Goal of the exercise
Could you retype every line below exactly, omitting the images?

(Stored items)
==*==

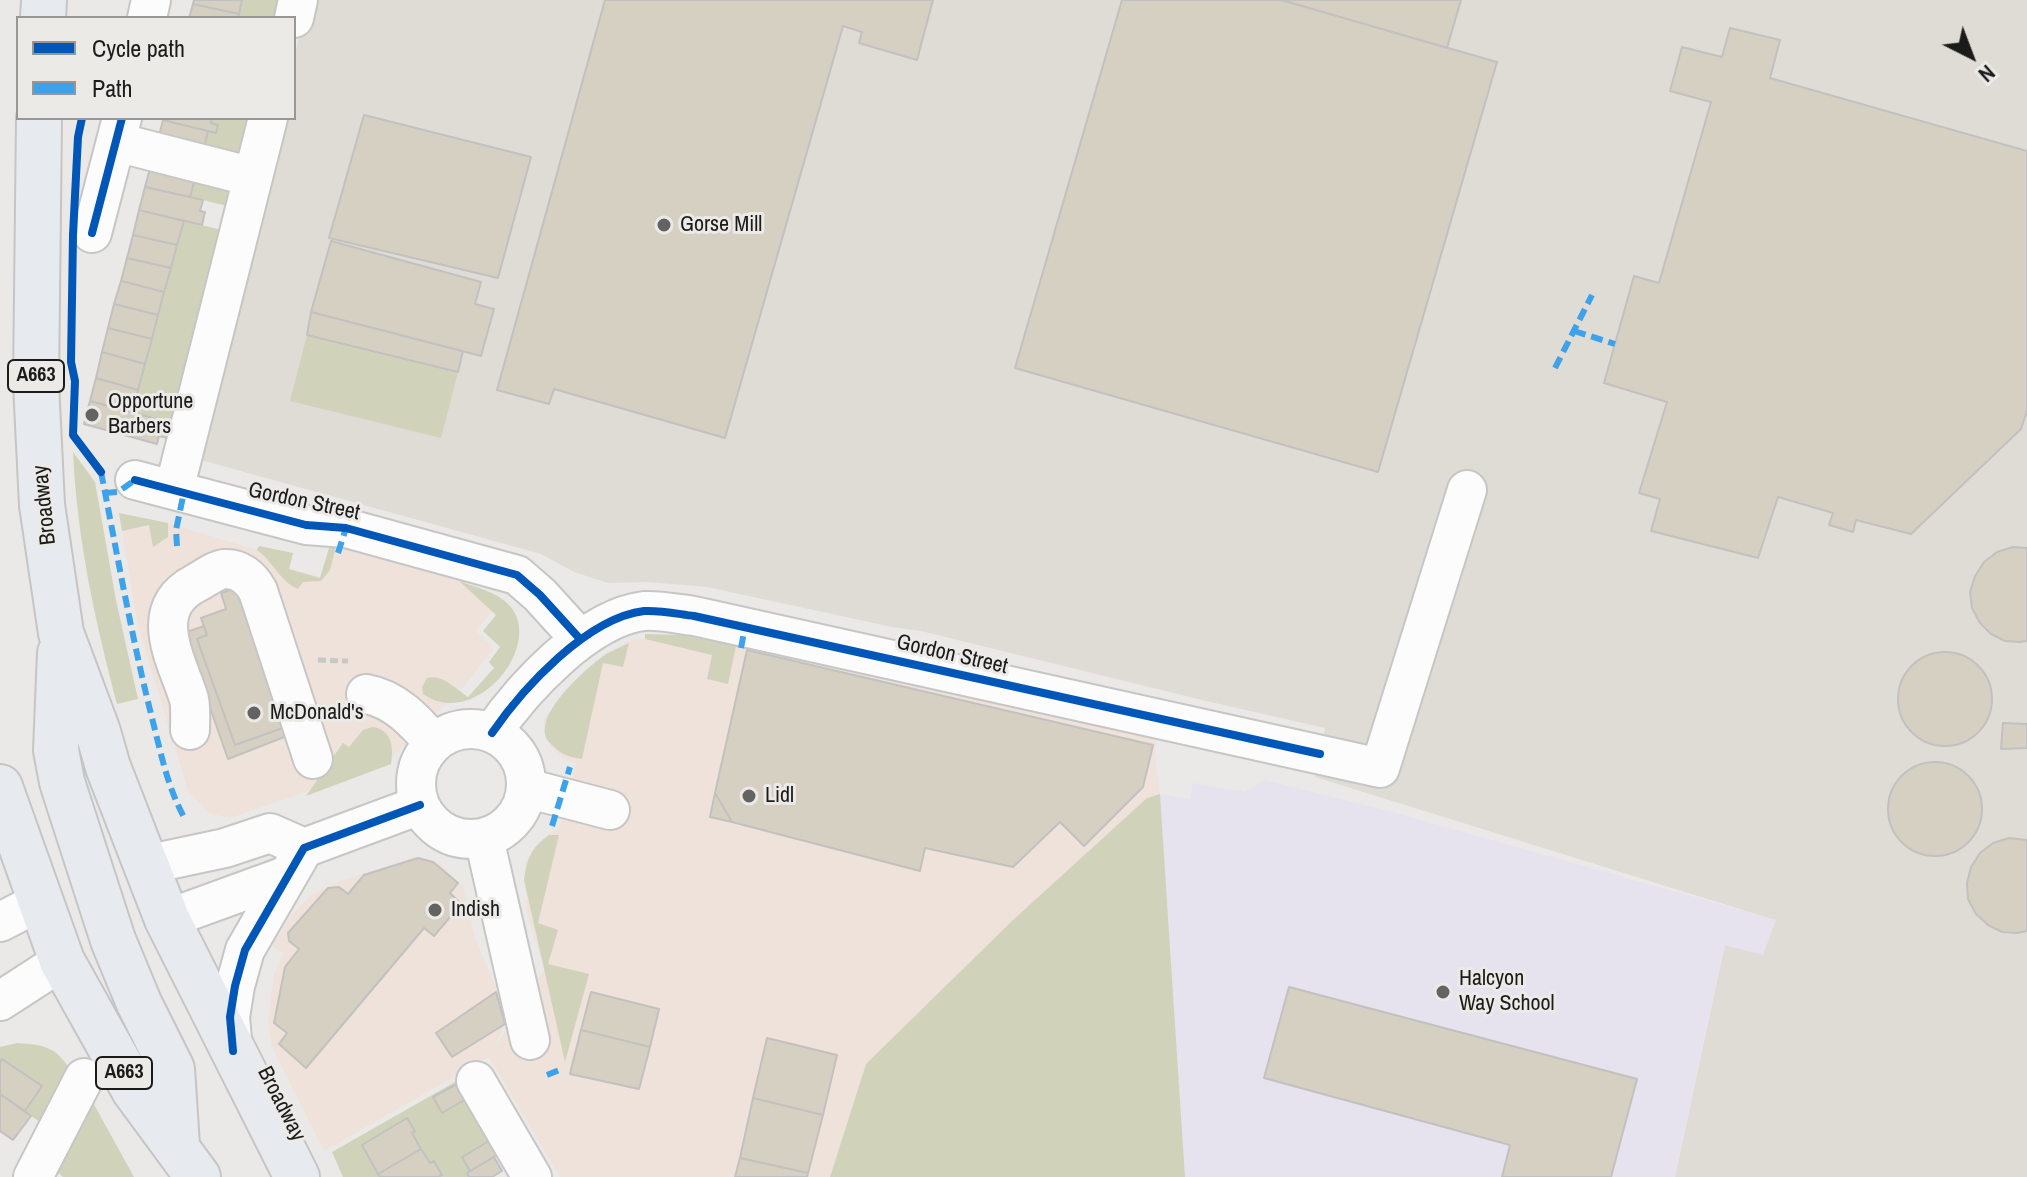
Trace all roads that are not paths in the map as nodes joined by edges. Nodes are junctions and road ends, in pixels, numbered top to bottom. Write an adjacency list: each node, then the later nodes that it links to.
1 (39, 120): 9 (highway, Broadway / A663)
2 (267, 120): 4 (street)
3 (119, 130): 4 (street); 5 (street)
4 (253, 177): 7 (street)
5 (92, 233)
6 (135, 480): 7 (street, Gordon Street)
7 (174, 490): 10 (street, Gordon Street)
8 (1467, 490): 10 (street, Gordon Street)
9 (61, 633): 22 (highway, Broadway / A663); 23 (highway)
10 (580, 639): 13 (street, Gordon Street)
11 (359, 677): 14 (street)
12 (190, 730): 15 (street)
13 (492, 733): 14 (street); 17 (street)
14 (434, 743): 18 (street)
15 (313, 759)
16 (0, 787): 24 (highway, A663)
17 (526, 788): 19 (street); 20 (street)
18 (420, 805): 20 (street); 21 (street)
19 (610, 810)
20 (484, 838): 30 (street)
21 (296, 861): 22 (street); 25 (street); 31 (street)
22 (145, 865): 23 (highway); 25 (highway, Broadway / A663)
23 (94, 882): 24 (highway); 27 (highway)
24 (39, 902): 26 (street); 28 (highway, A663)
25 (167, 919): 27 (highway); 31 (highway, Broadway / A663)
26 (0, 922)
27 (113, 940): 28 (highway); 34 (highway)
28 (62, 961): 29 (street); 34 (highway, A663)
29 (0, 1001)
30 (530, 1040)
31 (233, 1051): 36 (highway, Broadway / A663)
32 (84, 1078): 35 (street)
33 (476, 1081): 37 (street)
34 (188, 1161)
35 (33, 1177)
36 (297, 1177)
37 (532, 1177)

==*==

Response below
Trace all roads that are not paths in the map as nodes joined by edges. Nodes are junctions and road ends, in pixels, numbered top to bottom. Write an adjacency list: each node, then the later nodes that it links to.
1 (39, 120): 9 (highway, Broadway / A663)
2 (267, 120): 4 (street)
3 (119, 130): 4 (street); 5 (street)
4 (253, 177): 7 (street)
5 (92, 233)
6 (135, 480): 7 (street, Gordon Street)
7 (174, 490): 10 (street, Gordon Street)
8 (1467, 490): 10 (street, Gordon Street)
9 (61, 633): 22 (highway, Broadway / A663); 23 (highway)
10 (580, 639): 13 (street, Gordon Street)
11 (359, 677): 14 (street)
12 (190, 730): 15 (street)
13 (492, 733): 14 (street); 17 (street)
14 (434, 743): 18 (street)
15 (313, 759)
16 (0, 787): 24 (highway, A663)
17 (526, 788): 19 (street); 20 (street)
18 (420, 805): 20 (street); 21 (street)
19 (610, 810)
20 (484, 838): 30 (street)
21 (296, 861): 22 (street); 25 (street); 31 (street)
22 (145, 865): 23 (highway); 25 (highway, Broadway / A663)
23 (94, 882): 24 (highway); 27 (highway)
24 (39, 902): 26 (street); 28 (highway, A663)
25 (167, 919): 27 (highway); 31 (highway, Broadway / A663)
26 (0, 922)
27 (113, 940): 28 (highway); 34 (highway)
28 (62, 961): 29 (street); 34 (highway, A663)
29 (0, 1001)
30 (530, 1040)
31 (233, 1051): 36 (highway, Broadway / A663)
32 (84, 1078): 35 (street)
33 (476, 1081): 37 (street)
34 (188, 1161)
35 (33, 1177)
36 (297, 1177)
37 (532, 1177)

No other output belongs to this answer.